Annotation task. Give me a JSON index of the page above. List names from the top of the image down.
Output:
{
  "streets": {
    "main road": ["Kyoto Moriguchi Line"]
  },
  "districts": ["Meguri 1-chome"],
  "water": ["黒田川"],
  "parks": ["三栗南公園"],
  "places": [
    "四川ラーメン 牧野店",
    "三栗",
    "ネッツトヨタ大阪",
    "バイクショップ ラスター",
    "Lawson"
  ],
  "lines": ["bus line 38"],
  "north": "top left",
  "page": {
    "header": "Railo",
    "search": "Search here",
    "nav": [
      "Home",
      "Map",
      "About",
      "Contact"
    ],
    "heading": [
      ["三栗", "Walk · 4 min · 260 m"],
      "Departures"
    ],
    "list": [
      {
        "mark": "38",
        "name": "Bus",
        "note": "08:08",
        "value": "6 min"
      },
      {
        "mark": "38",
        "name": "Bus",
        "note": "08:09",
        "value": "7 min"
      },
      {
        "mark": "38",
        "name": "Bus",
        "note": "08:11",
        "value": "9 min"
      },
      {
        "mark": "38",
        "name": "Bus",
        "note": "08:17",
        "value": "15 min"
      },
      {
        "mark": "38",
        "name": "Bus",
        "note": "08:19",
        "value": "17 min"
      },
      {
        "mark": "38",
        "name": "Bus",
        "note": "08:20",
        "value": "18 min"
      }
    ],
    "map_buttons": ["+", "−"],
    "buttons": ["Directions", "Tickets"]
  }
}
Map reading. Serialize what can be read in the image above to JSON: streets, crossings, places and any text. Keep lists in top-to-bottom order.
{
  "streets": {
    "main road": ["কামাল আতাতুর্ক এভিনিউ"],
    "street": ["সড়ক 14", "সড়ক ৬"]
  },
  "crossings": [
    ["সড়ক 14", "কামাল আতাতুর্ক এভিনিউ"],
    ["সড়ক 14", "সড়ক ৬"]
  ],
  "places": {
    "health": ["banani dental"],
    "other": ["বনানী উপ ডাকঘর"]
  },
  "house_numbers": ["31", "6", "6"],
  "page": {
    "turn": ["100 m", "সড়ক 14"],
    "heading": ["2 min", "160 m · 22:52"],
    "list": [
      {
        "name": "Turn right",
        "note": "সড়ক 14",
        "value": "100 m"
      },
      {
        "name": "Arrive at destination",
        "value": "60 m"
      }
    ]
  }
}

※

#### Exercise requirements:
Output the records in full, keeping them exactly as they are.

#### Output of the exercise:
Annotation task. Give me a JSON index of the page above. List names from the top of the image down.
Output:
{
  "streets": {
    "main road": ["Kyoto Moriguchi Line"]
  },
  "districts": ["Meguri 1-chome"],
  "water": ["黒田川"],
  "parks": ["三栗南公園"],
  "places": [
    "四川ラーメン 牧野店",
    "三栗",
    "ネッツトヨタ大阪",
    "バイクショップ ラスター",
    "Lawson"
  ],
  "lines": ["bus line 38"],
  "north": "top left",
  "page": {
    "header": "Railo",
    "search": "Search here",
    "nav": [
      "Home",
      "Map",
      "About",
      "Contact"
    ],
    "heading": [
      ["三栗", "Walk · 4 min · 260 m"],
      "Departures"
    ],
    "list": [
      {
        "mark": "38",
        "name": "Bus",
        "note": "08:08",
        "value": "6 min"
      },
      {
        "mark": "38",
        "name": "Bus",
        "note": "08:09",
        "value": "7 min"
      },
      {
        "mark": "38",
        "name": "Bus",
        "note": "08:11",
        "value": "9 min"
      },
      {
        "mark": "38",
        "name": "Bus",
        "note": "08:17",
        "value": "15 min"
      },
      {
        "mark": "38",
        "name": "Bus",
        "note": "08:19",
        "value": "17 min"
      },
      {
        "mark": "38",
        "name": "Bus",
        "note": "08:20",
        "value": "18 min"
      }
    ],
    "map_buttons": ["+", "−"],
    "buttons": ["Directions", "Tickets"]
  }
}
Map reading. Serialize what can be read in the image above to JSON: streets, crossings, places and any text. Keep lists in top-to-bottom order.
{
  "streets": {
    "main road": ["কামাল আতাতুর্ক এভিনিউ"],
    "street": ["সড়ক 14", "সড়ক ৬"]
  },
  "crossings": [
    ["সড়ক 14", "কামাল আতাতুর্ক এভিনিউ"],
    ["সড়ক 14", "সড়ক ৬"]
  ],
  "places": {
    "health": ["banani dental"],
    "other": ["বনানী উপ ডাকঘর"]
  },
  "house_numbers": ["31", "6", "6"],
  "page": {
    "turn": ["100 m", "সড়ক 14"],
    "heading": ["2 min", "160 m · 22:52"],
    "list": [
      {
        "name": "Turn right",
        "note": "সড়ক 14",
        "value": "100 m"
      },
      {
        "name": "Arrive at destination",
        "value": "60 m"
      }
    ]
  }
}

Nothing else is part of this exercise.